私はそう悪態をつきながら目の前に立つ金色の髪の男に語りかける。

今の時刻は1時、館中の人間が寝静まるこの時間帯に私はディオを自分の部屋に呼び出した

夜中に自室に男を呼んだとバレたら父さんに怒られるだろうか。淑女としてはありえない行為だもんね。親として躾が出来てなくて恥ずかしいとか言われちゃいそう。ごめんパパン。でも今はレディとしてふるまってられるほどの余裕はないのです。

ディオ・ブランドー。

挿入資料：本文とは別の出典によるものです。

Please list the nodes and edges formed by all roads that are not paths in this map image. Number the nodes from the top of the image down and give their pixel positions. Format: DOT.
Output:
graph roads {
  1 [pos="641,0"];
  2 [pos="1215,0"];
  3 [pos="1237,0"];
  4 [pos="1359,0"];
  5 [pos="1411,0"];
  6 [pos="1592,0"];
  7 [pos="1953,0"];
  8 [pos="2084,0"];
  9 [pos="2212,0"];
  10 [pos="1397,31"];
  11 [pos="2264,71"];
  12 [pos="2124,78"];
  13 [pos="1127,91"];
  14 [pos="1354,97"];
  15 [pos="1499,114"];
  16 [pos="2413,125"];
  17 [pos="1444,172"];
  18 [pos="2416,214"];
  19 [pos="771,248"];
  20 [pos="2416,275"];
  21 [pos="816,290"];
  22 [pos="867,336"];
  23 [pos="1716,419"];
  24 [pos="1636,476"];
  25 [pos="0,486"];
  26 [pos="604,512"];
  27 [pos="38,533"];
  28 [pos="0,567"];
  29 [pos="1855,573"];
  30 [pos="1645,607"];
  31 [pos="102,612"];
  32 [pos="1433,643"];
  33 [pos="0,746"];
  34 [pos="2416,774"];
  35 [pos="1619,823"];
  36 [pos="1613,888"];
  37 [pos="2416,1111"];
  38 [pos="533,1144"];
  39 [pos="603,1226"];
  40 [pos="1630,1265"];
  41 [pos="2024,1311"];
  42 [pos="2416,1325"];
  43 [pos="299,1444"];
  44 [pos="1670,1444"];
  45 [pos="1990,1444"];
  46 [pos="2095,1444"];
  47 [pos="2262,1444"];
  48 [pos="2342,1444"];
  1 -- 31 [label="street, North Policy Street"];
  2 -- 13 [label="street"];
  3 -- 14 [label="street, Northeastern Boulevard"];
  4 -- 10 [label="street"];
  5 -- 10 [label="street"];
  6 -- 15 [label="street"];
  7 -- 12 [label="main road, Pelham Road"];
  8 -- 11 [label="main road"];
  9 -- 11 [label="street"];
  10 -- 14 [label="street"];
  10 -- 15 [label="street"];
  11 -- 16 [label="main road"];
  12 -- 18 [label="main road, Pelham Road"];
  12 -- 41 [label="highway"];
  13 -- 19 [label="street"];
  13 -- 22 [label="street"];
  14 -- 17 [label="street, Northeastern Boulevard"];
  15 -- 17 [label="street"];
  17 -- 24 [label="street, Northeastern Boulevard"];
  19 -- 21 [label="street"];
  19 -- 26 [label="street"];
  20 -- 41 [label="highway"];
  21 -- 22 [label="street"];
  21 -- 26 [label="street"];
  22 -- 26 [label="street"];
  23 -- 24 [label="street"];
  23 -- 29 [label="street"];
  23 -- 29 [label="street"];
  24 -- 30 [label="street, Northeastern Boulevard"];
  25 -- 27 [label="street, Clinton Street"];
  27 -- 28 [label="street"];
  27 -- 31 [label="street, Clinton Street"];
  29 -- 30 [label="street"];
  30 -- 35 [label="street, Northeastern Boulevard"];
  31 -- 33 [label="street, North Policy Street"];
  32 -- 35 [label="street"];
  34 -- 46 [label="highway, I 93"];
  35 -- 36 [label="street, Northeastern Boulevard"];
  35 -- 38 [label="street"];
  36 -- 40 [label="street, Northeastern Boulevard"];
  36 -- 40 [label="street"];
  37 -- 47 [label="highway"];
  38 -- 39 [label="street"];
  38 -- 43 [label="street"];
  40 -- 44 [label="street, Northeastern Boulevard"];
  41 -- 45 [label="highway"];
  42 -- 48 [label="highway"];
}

7年前養子としてやってきた彼と私は兄妹となった。

ディオは表の顔はジョースターの名に恥じない紳士だが裏の顔はゲロの香りがするゲス野郎だった。何度奴にひどい目に合わせられたかわからない。

親友のダニーを蹴られたり友達とられたり胸ないなお前本当に女かと言われ続けたりと私はディオにいびられ続けた。

ディオは本当にひどい奴だ。私がしたことと言えばその度に犬嫌いのディオのシーツをダニーの毛まみれにしたりディオと一緒に悪いことし始めた元友人どもを先生にチクったりディオの頬を私の胸以上に膨らむまで殴ったりしたんだけではないか。奴は一度紳士という言葉を辞書で引いてくるべきだと思うの。え?お前本当にイジメられていたのかって?当たり前だろ?こんないたいけな乙女になんてこと言うんだよ、シクシク。

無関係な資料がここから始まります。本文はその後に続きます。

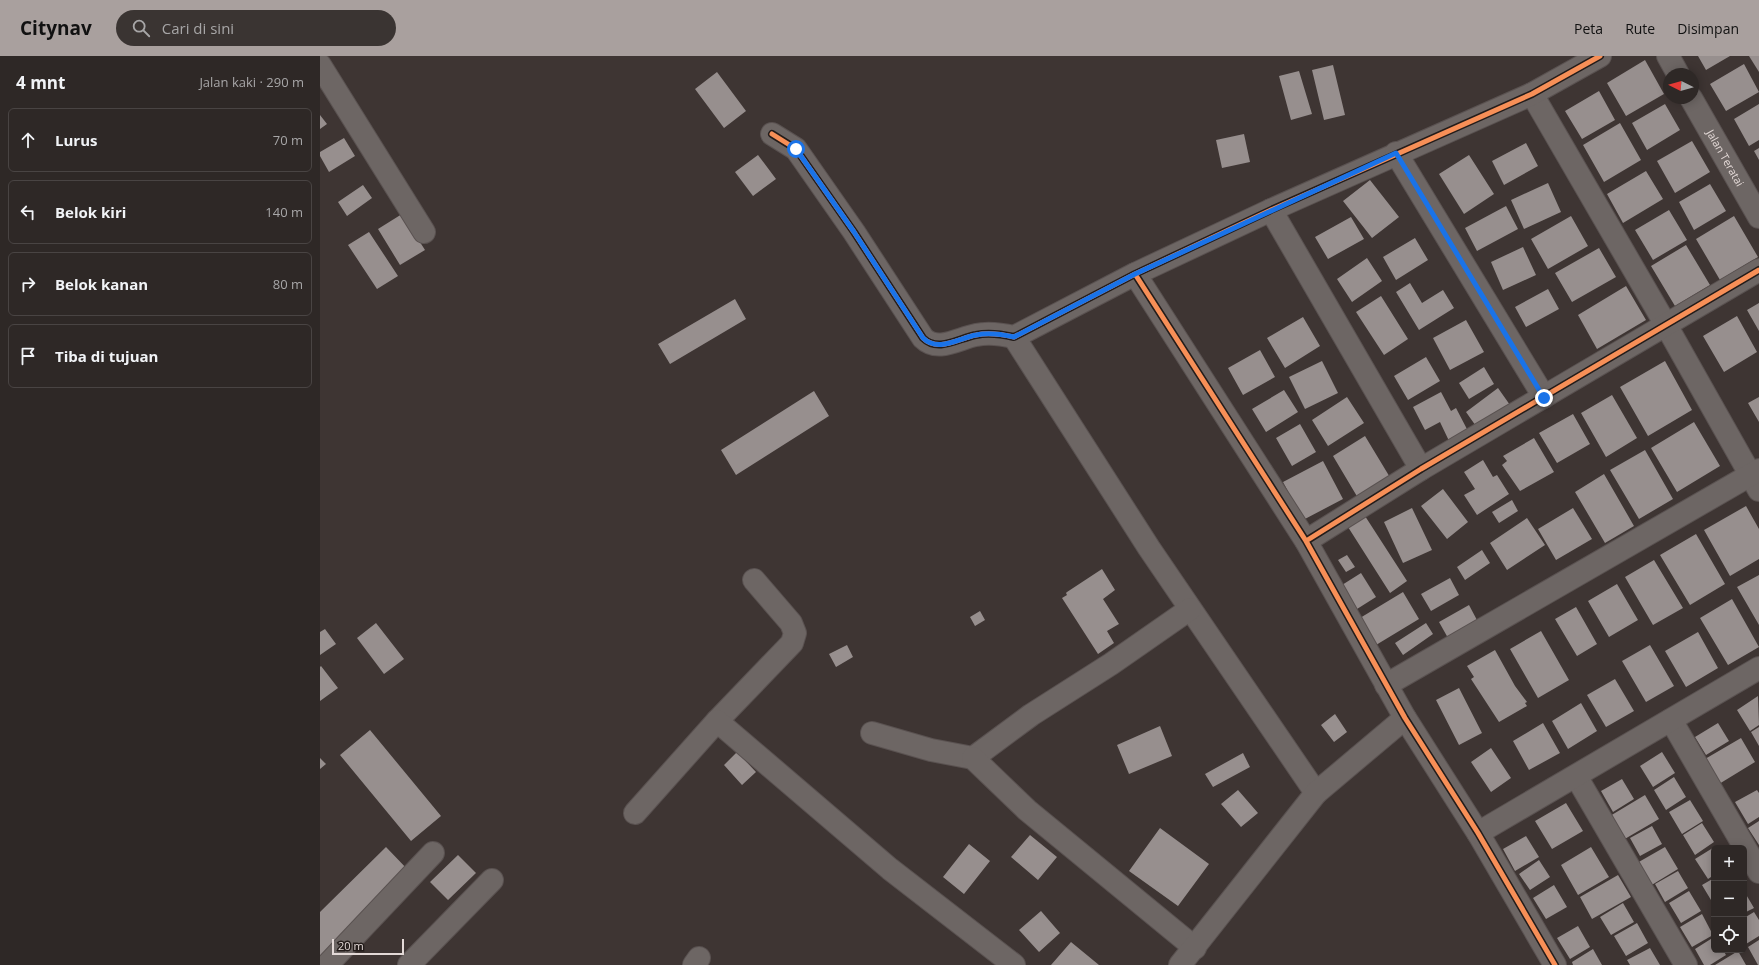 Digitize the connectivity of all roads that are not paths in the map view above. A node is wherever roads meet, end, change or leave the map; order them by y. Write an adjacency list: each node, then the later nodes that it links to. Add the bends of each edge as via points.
1 (1600, 56): 5 (street)
2 (1668, 56): 4 (street)
3 (320, 65): 11 (street)
4 (1675, 68)
5 (1532, 94): 8 (street); 14 (street)
6 (1694, 104): 10 (street, Jalan Teratai)
7 (772, 134): 15 (street, via 796,149 928,344 942,345 977,335 997,333)
8 (1396, 153): 9 (street); 16 (street)
9 (1271, 210): 13 (street); 17 (street)
10 (1759, 217)
11 (424, 232)
12 (1759, 270): 14 (street)
13 (1135, 274): 15 (street); 19 (street)
14 (1666, 325): 16 (street); 18 (street)
15 (1014, 337): 21 (street)
16 (1544, 398): 17 (street)
17 (1422, 470): 19 (street)
18 (1756, 479): 23 (street)
19 (1306, 541): 23 (street)
20 (754, 580): 26 (street, via 791,623 795,633 792,643)
21 (1190, 609): 28 (street, via 1031,715); 30 (street)
22 (1759, 668): 25 (street)
23 (1386, 685): 24 (street)
24 (1405, 718): 30 (street); 32 (street)
25 (1671, 720): 29 (street); 34 (street)
26 (717, 722): 31 (street); 39 (street, via 890,869)
27 (872, 733): 28 (street, via 931,750)
28 (973, 758): 36 (street, via 1027,810)
29 (1576, 776): 32 (street); 42 (street)
30 (1316, 793): 36 (street)
31 (635, 813)
32 (1478, 833): 41 (street)
33 (433, 853): 37 (street)
34 (1759, 872)
35 (492, 880): 38 (street)
36 (1195, 948): 40 (street)
37 (327, 965)
38 (408, 965)
39 (1014, 965)
40 (1180, 965)
41 (1555, 965)
42 (1686, 965)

まあこんな感じでディオと水面下でやりあってきたのだが最近になってディオの行動がなりを潜めた。話しかけても爽やかな笑みを返してくるし女扱いしてくる。気持ち悪い、お前そんなキャラじゃないだろ?

ディオの目的がわからない。最初はこの家の遺産を狙ってるのかと思ったがこの間父さんに向かって『やはりこの家は実子であるナマエに継がせるべきです』って殊勝なことを言っていた。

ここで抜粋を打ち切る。